[Dataset records]
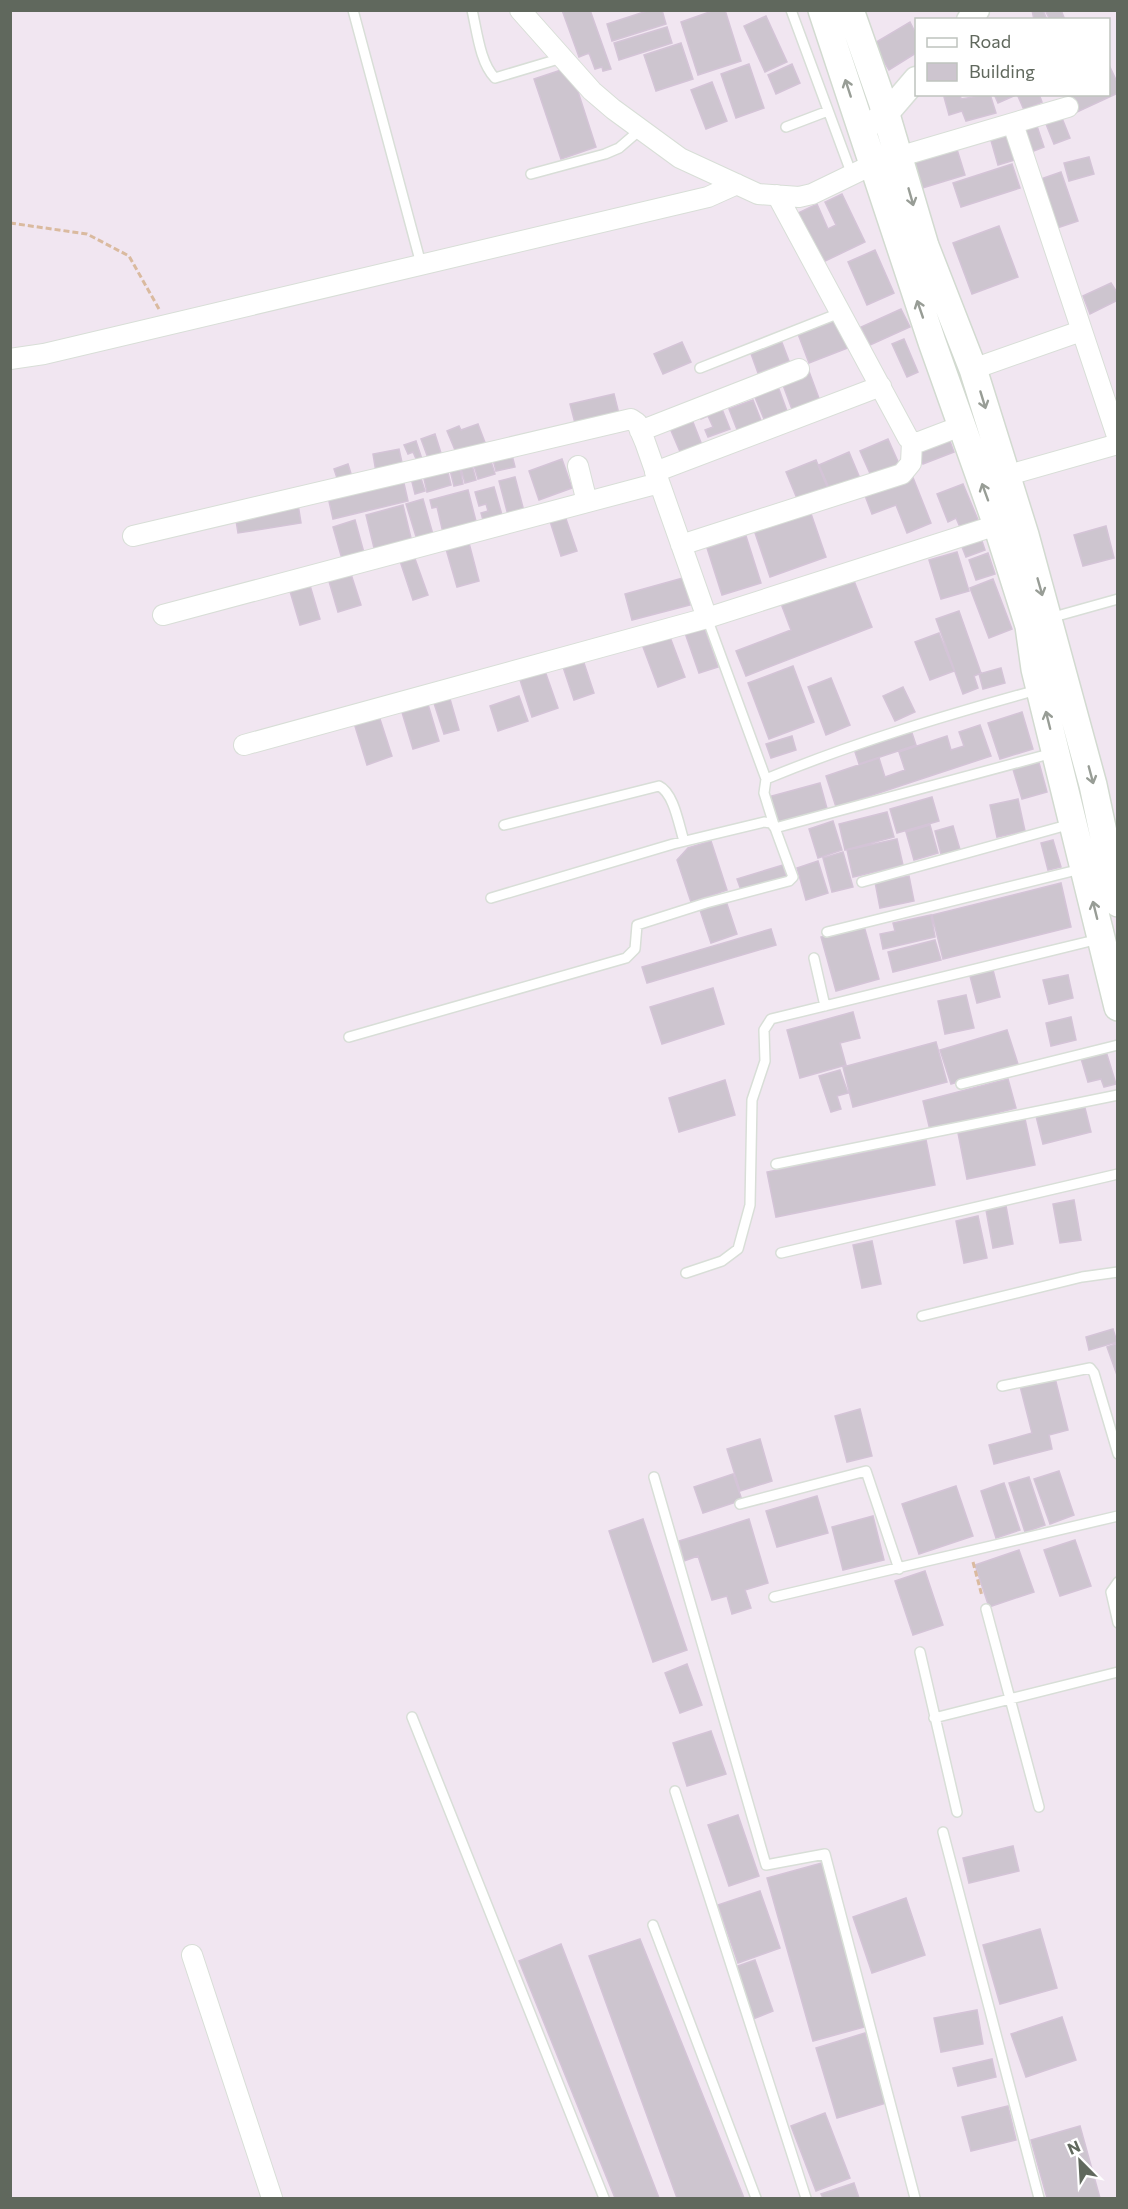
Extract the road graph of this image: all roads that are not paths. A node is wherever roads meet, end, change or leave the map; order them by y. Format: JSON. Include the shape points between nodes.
{"nodes":[{"id":1,"x":354,"y":10,"type":"edge"},
{"id":2,"x":472,"y":10,"type":"edge"},
{"id":3,"x":520,"y":10,"type":"edge"},
{"id":4,"x":791,"y":10,"type":"edge"},
{"id":5,"x":822,"y":10,"type":"edge"},
{"id":6,"x":850,"y":10,"type":"edge"},
{"id":7,"x":562,"y":58,"type":"junction"},
{"id":8,"x":915,"y":81,"type":"edge"},
{"id":9,"x":884,"y":107,"type":"junction"},
{"id":10,"x":1068,"y":107,"type":"dead end"},
{"id":11,"x":828,"y":111,"type":"junction"},
{"id":12,"x":1013,"y":124,"type":"junction"},
{"id":13,"x":786,"y":127,"type":"dead end"},
{"id":14,"x":640,"y":129,"type":"junction"},
{"id":15,"x":862,"y":129,"type":"junction"},
{"id":16,"x":875,"y":165,"type":"junction"},
{"id":17,"x":531,"y":174,"type":"dead end"},
{"id":18,"x":737,"y":184,"type":"junction"},
{"id":19,"x":777,"y":195,"type":"junction"},
{"id":20,"x":421,"y":264,"type":"junction"},
{"id":21,"x":842,"y":312,"type":"junction"},
{"id":22,"x":1081,"y":331,"type":"junction"},
{"id":23,"x":10,"y":359,"type":"edge"},
{"id":24,"x":700,"y":368,"type":"dead end"},
{"id":25,"x":799,"y":369,"type":"dead end"},
{"id":26,"x":973,"y":369,"type":"junction"},
{"id":27,"x":881,"y":386,"type":"junction"},
{"id":28,"x":962,"y":426,"type":"junction"},
{"id":29,"x":640,"y":431,"type":"junction"},
{"id":30,"x":1118,"y":439,"type":"edge"},
{"id":31,"x":912,"y":442,"type":"junction"},
{"id":32,"x":1118,"y":444,"type":"edge"},
{"id":33,"x":578,"y":466,"type":"dead end"},
{"id":34,"x":1005,"y":476,"type":"junction"},
{"id":35,"x":657,"y":478,"type":"junction"},
{"id":36,"x":588,"y":502,"type":"junction"},
{"id":37,"x":997,"y":525,"type":"junction"},
{"id":38,"x":134,"y":536,"type":"dead end"},
{"id":39,"x":681,"y":545,"type":"junction"},
{"id":40,"x":1118,"y":599,"type":"edge"},
{"id":41,"x":164,"y":615,"type":"dead end"},
{"id":42,"x":707,"y":618,"type":"junction"},
{"id":43,"x":1039,"y":622,"type":"junction"},
{"id":44,"x":1040,"y":689,"type":"junction"},
{"id":45,"x":244,"y":745,"type":"dead end"},
{"id":46,"x":1056,"y":752,"type":"junction"},
{"id":47,"x":766,"y":778,"type":"junction"},
{"id":48,"x":1073,"y":824,"type":"junction"},
{"id":49,"x":504,"y":825,"type":"dead end"},
{"id":50,"x":775,"y":828,"type":"junction"},
{"id":51,"x":684,"y":841,"type":"junction"},
{"id":52,"x":1084,"y":869,"type":"junction"},
{"id":53,"x":862,"y":882,"type":"dead end"},
{"id":54,"x":1116,"y":887,"type":"edge"},
{"id":55,"x":491,"y":898,"type":"dead end"},
{"id":56,"x":827,"y":932,"type":"dead end"},
{"id":57,"x":1102,"y":939,"type":"junction"},
{"id":58,"x":814,"y":958,"type":"dead end"},
{"id":59,"x":825,"y":1006,"type":"junction"},
{"id":60,"x":1118,"y":1007,"type":"edge"},
{"id":61,"x":350,"y":1037,"type":"dead end"},
{"id":62,"x":1118,"y":1044,"type":"edge"},
{"id":63,"x":961,"y":1084,"type":"dead end"},
{"id":64,"x":1118,"y":1095,"type":"edge"},
{"id":65,"x":776,"y":1164,"type":"dead end"},
{"id":66,"x":1118,"y":1174,"type":"edge"},
{"id":67,"x":781,"y":1252,"type":"dead end"},
{"id":68,"x":1118,"y":1272,"type":"edge"},
{"id":69,"x":686,"y":1273,"type":"dead end"},
{"id":70,"x":922,"y":1316,"type":"dead end"},
{"id":71,"x":1002,"y":1386,"type":"dead end"},
{"id":72,"x":1118,"y":1454,"type":"edge"},
{"id":73,"x":654,"y":1477,"type":"dead end"},
{"id":74,"x":740,"y":1504,"type":"dead end"},
{"id":75,"x":1118,"y":1516,"type":"edge"},
{"id":76,"x":899,"y":1569,"type":"junction"},
{"id":77,"x":1118,"y":1582,"type":"edge"},
{"id":78,"x":774,"y":1597,"type":"dead end"},
{"id":79,"x":986,"y":1609,"type":"road end"},
{"id":80,"x":1118,"y":1623,"type":"edge"},
{"id":81,"x":920,"y":1652,"type":"dead end"},
{"id":82,"x":1118,"y":1672,"type":"edge"},
{"id":83,"x":1010,"y":1700,"type":"junction"},
{"id":84,"x":412,"y":1717,"type":"dead end"},
{"id":85,"x":934,"y":1718,"type":"junction"},
{"id":86,"x":675,"y":1791,"type":"dead end"},
{"id":87,"x":1040,"y":1807,"type":"dead end"},
{"id":88,"x":957,"y":1812,"type":"dead end"},
{"id":89,"x":943,"y":1832,"type":"dead end"},
{"id":90,"x":653,"y":1925,"type":"dead end"},
{"id":91,"x":192,"y":1955,"type":"dead end"},
{"id":92,"x":272,"y":2199,"type":"edge"},
{"id":93,"x":604,"y":2199,"type":"edge"},
{"id":94,"x":756,"y":2199,"type":"edge"},
{"id":95,"x":806,"y":2199,"type":"edge"},
{"id":96,"x":915,"y":2199,"type":"edge"},
{"id":97,"x":1039,"y":2199,"type":"edge"}],
"edges":[{"from":1,"to":20,"type":"lane"},
{"from":2,"to":7,"type":"lane","via":[[489,72],[495,78]]},
{"from":3,"to":7,"type":"street"},
{"from":4,"to":11,"type":"lane"},
{"from":15,"to":5,"type":"main road","one_way":true},
{"from":6,"to":9,"type":"main road"},
{"from":7,"to":14,"type":"street","via":[[592,91]]},
{"from":8,"to":9,"type":"street"},
{"from":9,"to":15,"type":"street"},
{"from":9,"to":16,"type":"main road"},
{"from":10,"to":12,"type":"street"},
{"from":11,"to":13,"type":"lane"},
{"from":11,"to":16,"type":"lane"},
{"from":12,"to":16,"type":"street"},
{"from":12,"to":22,"type":"street"},
{"from":14,"to":17,"type":"lane","via":[[619,148],[605,154]]},
{"from":14,"to":18,"type":"street","via":[[680,158]]},
{"from":15,"to":16,"type":"main road"},
{"from":16,"to":19,"type":"street","via":[[812,194]]},
{"from":16,"to":26,"type":"main road","one_way":true,"via":[[925,246]]},
{"from":28,"to":16,"type":"main road","one_way":true},
{"from":18,"to":19,"type":"street","via":[[758,194]]},
{"from":18,"to":20,"type":"street","via":[[708,197]]},
{"from":19,"to":21,"type":"street"},
{"from":20,"to":23,"type":"street"},
{"from":21,"to":24,"type":"lane"},
{"from":21,"to":27,"type":"street"},
{"from":22,"to":26,"type":"street"},
{"from":22,"to":30,"type":"street"},
{"from":25,"to":29,"type":"street"},
{"from":26,"to":34,"type":"main road","one_way":true},
{"from":27,"to":31,"type":"street"},
{"from":27,"to":35,"type":"street"},
{"from":28,"to":31,"type":"street"},
{"from":37,"to":28,"type":"main road","one_way":true},
{"from":29,"to":35,"type":"street"},
{"from":29,"to":38,"type":"street","via":[[632,418],[623,418]]},
{"from":31,"to":39,"type":"street","via":[[911,463],[902,474]]},
{"from":32,"to":34,"type":"street"},
{"from":33,"to":36,"type":"street"},
{"from":34,"to":43,"type":"main road","one_way":true},
{"from":35,"to":36,"type":"street"},
{"from":35,"to":39,"type":"street"},
{"from":36,"to":41,"type":"street"},
{"from":37,"to":42,"type":"street"},
{"from":37,"to":43,"type":"main road"},
{"from":39,"to":42,"type":"street"},
{"from":40,"to":43,"type":"lane"},
{"from":42,"to":45,"type":"street"},
{"from":42,"to":47,"type":"lane"},
{"from":43,"to":44,"type":"main road"},
{"from":43,"to":54,"type":"main road","one_way":true,"via":[[1051,635],[1093,785]]},
{"from":46,"to":44,"type":"main road","one_way":true},
{"from":44,"to":47,"type":"lane","via":[[848,745]]},
{"from":46,"to":48,"type":"main road"},
{"from":46,"to":50,"type":"lane"},
{"from":47,"to":50,"type":"lane","via":[[764,793]]},
{"from":48,"to":52,"type":"main road"},
{"from":48,"to":53,"type":"lane"},
{"from":49,"to":51,"type":"lane","via":[[659,786],[669,796]]},
{"from":50,"to":51,"type":"lane","via":[[764,822]]},
{"from":50,"to":61,"type":"lane","via":[[792,871],[789,881],[637,925],[635,949],[626,957]]},
{"from":51,"to":55,"type":"lane"},
{"from":52,"to":56,"type":"lane"},
{"from":57,"to":52,"type":"main road","one_way":true},
{"from":57,"to":59,"type":"lane"},
{"from":57,"to":60,"type":"main road"},
{"from":58,"to":59,"type":"lane"},
{"from":59,"to":69,"type":"lane","via":[[771,1019],[766,1024],[765,1061],[752,1100],[750,1205],[738,1249],[722,1261]]},
{"from":62,"to":63,"type":"lane"},
{"from":64,"to":65,"type":"lane"},
{"from":66,"to":67,"type":"lane"},
{"from":68,"to":70,"type":"lane","via":[[1082,1277]]},
{"from":71,"to":72,"type":"lane","via":[[1090,1368],[1095,1373]]},
{"from":73,"to":96,"type":"lane","via":[[766,1865],[825,1854]]},
{"from":74,"to":76,"type":"lane","via":[[866,1471]]},
{"from":75,"to":76,"type":"lane"},
{"from":76,"to":78,"type":"lane"},
{"from":77,"to":80,"type":"lane","via":[[1111,1592]]},
{"from":79,"to":83,"type":"lane"},
{"from":81,"to":85,"type":"lane"},
{"from":82,"to":83,"type":"lane"},
{"from":83,"to":85,"type":"lane"},
{"from":83,"to":87,"type":"lane"},
{"from":84,"to":93,"type":"lane"},
{"from":85,"to":88,"type":"lane"},
{"from":86,"to":95,"type":"lane"},
{"from":89,"to":97,"type":"lane"},
{"from":90,"to":94,"type":"lane"},
{"from":91,"to":92,"type":"street"}]}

### [Task goal]
Look through the data and gather every line with the string "true" in it.

### [Reply to the exercise]
{"from":15,"to":5,"type":"main road","one_way":true},
{"from":16,"to":26,"type":"main road","one_way":true,"via":[[925,246]]},
{"from":28,"to":16,"type":"main road","one_way":true},
{"from":26,"to":34,"type":"main road","one_way":true},
{"from":37,"to":28,"type":"main road","one_way":true},
{"from":34,"to":43,"type":"main road","one_way":true},
{"from":43,"to":54,"type":"main road","one_way":true,"via":[[1051,635],[1093,785]]},
{"from":46,"to":44,"type":"main road","one_way":true},
{"from":57,"to":52,"type":"main road","one_way":true},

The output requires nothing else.